You could have a completely cross-referenced and fulltext searchable literature database the way getCITED was intended (but never took off, because it had to be edited by hand). Nowadays, as ResearcherID and Harzing's "Publish or Perish" show, the automatic construction of publication lists and their citations is already a reality. However, because these algorithms are not perfect and services are separate (i.e., mainly Thomson's ISI, Scopus and Google Scholar), one still has to edit such lists by hand. I think Cameron's 5 criteria for new online social services apply very well to the plan to establish a unique researcher identifier, and the potential is there for all of them to be met. Personally, I'm only waiting for a signal to get involved. In case others need a signal, I'm willing to provide it! Now why should something like that be able replace the dreaded Impact Factor in research assessment? As is well known, because the IF is a very blunt and in most cases completely useless tool for research assessment. Research evaluation needs to be fine-grained but scalable from individual contributions, to researchers, to grants and institutions.

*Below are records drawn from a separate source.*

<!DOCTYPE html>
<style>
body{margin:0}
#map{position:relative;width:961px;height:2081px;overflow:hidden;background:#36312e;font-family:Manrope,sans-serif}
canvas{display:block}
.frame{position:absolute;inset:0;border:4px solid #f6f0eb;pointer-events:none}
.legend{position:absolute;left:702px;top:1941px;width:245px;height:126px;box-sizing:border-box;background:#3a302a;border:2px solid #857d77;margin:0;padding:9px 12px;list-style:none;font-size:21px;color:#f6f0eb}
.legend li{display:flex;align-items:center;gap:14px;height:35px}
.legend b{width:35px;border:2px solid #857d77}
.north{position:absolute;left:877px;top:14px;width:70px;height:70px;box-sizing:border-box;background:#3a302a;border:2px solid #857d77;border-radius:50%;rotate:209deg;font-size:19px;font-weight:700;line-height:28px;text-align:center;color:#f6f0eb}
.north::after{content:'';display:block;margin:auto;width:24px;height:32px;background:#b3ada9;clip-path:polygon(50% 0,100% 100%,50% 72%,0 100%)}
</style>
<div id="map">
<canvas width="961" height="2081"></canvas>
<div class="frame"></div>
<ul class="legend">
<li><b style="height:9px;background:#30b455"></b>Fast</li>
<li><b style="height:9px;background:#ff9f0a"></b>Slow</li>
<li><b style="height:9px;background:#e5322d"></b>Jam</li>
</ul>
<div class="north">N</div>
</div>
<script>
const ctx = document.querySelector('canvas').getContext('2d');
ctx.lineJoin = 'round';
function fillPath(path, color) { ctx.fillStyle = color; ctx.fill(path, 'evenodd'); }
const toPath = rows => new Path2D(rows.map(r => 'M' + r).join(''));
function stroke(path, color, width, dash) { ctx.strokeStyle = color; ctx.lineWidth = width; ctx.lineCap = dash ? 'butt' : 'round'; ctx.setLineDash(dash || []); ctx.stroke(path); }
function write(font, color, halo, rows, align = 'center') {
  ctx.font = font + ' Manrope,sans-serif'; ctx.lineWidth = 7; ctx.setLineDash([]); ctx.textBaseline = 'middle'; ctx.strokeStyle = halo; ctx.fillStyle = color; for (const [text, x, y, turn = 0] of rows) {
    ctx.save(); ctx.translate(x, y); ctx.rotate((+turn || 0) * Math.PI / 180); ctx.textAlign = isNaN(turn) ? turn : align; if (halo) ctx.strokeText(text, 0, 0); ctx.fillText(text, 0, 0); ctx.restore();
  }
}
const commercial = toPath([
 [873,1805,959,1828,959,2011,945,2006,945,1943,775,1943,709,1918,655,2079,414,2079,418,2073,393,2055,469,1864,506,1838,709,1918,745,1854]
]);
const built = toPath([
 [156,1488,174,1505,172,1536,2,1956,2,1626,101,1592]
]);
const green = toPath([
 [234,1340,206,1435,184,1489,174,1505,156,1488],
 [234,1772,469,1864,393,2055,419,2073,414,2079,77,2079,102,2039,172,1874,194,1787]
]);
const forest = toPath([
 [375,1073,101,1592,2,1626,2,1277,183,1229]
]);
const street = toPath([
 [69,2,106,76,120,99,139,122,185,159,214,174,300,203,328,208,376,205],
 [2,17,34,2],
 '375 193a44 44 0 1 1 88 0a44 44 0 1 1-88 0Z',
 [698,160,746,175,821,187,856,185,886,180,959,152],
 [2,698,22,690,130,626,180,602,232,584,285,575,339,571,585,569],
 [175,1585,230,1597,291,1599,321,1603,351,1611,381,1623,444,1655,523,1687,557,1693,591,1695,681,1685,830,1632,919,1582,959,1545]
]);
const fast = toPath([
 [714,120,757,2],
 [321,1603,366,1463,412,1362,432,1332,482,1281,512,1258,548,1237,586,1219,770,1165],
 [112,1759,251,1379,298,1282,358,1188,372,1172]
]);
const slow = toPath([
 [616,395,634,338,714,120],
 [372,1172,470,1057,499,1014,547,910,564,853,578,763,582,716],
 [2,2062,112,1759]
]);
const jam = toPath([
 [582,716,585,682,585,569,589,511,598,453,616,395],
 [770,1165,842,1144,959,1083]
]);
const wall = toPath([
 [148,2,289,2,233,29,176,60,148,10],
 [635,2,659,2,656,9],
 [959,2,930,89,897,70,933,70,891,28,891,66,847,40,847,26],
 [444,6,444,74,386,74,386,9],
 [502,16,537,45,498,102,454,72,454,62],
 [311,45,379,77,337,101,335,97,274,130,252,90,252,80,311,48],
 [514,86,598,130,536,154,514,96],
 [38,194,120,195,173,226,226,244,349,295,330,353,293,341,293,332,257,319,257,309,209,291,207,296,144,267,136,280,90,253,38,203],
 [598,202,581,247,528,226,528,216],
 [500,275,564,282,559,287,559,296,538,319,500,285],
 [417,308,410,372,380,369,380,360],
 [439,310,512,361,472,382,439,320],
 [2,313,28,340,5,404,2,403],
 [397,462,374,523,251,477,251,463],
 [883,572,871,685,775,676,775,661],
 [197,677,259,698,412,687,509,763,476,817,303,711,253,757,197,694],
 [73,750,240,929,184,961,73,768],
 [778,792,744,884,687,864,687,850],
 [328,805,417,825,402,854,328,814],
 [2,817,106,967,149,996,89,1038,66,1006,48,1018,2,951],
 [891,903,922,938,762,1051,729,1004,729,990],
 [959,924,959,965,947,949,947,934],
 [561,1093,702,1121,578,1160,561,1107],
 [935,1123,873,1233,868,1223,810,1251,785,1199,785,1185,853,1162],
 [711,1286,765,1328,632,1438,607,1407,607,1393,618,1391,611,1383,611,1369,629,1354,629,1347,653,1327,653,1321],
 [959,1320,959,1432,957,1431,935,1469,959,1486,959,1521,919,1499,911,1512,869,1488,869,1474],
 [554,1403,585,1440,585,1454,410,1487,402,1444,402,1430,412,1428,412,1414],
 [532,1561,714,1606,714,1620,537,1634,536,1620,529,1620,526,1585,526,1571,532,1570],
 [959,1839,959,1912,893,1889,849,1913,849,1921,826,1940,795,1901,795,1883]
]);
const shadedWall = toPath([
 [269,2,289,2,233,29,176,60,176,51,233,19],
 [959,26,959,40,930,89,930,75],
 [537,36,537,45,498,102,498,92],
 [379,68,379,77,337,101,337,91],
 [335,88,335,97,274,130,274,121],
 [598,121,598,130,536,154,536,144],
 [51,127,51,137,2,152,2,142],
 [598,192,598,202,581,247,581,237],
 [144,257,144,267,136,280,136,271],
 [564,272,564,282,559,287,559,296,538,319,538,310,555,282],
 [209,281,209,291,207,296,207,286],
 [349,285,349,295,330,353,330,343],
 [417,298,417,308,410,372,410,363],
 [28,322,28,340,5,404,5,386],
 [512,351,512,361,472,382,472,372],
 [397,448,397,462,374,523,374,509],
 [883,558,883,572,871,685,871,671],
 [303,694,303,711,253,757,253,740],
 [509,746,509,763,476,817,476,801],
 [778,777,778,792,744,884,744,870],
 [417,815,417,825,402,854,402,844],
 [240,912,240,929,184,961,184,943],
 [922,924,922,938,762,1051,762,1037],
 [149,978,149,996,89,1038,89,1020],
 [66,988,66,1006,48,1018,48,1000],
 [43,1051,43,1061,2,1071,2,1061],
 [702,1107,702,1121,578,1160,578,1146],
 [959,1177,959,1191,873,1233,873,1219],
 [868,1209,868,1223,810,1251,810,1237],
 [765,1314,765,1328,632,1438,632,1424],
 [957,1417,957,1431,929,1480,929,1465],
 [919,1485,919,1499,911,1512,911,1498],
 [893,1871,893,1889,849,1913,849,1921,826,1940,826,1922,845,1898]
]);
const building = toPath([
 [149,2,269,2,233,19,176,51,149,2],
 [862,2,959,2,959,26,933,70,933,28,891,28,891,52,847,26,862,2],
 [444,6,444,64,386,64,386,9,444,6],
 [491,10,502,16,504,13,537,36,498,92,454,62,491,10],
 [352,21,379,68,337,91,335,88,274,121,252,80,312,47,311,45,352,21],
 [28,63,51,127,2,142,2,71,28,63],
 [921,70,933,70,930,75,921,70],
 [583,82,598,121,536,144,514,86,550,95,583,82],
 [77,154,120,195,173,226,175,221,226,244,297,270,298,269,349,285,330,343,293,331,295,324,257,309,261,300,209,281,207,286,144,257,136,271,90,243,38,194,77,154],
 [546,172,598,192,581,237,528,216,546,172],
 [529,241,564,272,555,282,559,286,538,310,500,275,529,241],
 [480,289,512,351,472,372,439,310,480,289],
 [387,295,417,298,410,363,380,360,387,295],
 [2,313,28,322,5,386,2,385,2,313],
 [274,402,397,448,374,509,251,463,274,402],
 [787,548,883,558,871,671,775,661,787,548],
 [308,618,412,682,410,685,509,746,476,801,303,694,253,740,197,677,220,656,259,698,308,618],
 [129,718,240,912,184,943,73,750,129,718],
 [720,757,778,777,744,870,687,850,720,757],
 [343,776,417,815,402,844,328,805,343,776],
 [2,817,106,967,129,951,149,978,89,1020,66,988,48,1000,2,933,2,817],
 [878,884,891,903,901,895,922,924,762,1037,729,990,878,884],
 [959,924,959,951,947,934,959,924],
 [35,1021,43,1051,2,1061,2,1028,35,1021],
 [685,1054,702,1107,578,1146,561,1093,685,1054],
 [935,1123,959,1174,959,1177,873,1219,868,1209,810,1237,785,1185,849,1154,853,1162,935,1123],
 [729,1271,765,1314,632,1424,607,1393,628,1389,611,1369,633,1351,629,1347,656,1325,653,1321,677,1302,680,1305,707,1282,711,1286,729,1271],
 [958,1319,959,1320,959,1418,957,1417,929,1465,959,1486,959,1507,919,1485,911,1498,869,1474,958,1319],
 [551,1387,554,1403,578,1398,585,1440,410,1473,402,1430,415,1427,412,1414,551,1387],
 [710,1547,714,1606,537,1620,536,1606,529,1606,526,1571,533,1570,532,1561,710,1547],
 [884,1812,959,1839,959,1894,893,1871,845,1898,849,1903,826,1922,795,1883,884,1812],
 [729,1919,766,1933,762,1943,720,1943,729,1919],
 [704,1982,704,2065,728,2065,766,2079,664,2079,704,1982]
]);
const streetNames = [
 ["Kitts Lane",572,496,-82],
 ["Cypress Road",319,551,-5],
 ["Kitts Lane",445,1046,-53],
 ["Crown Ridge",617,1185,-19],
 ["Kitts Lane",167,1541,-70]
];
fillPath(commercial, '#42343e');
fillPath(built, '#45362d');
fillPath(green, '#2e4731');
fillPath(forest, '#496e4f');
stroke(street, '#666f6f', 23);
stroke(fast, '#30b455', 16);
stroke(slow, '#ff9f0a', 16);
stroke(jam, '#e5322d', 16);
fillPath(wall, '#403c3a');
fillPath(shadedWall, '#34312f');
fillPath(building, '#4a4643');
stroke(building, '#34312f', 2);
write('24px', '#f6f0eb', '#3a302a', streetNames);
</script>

Scientific evaluation also has to be tunable for the needs of the evaluator: is the focus more on the research per se, or its scientific or general relevance or is it teaching or reviewing or science communication or a balance of all these factors. Some of these points have been discussed in a recent PLoS Computational Biology article. Currently, research evaluation is neither scalable nor tunable. Such a service, if it existed, would allow each researcher to compose their own database of contributions and to automatically fill it. Publications and citations are only the beginning. If more metrics start to be aggregated for each publication, such as the ones PLoS One is rolling out next month, all other kinds of relevant reactions to scientific contributions can be assessed. Publishers and funders could provide feedback on the number and quality of reviews the particular researcher has provided for them. Blog posts, comments and other intellectual contributions could be tracked, database contributions would become immediately visible, teaching evaluations can be incorporated and so on. The possibilities are endless. This sort of service has to come and better yesterday.
UPDATE: The Names Project is now also aware of these most recent developments.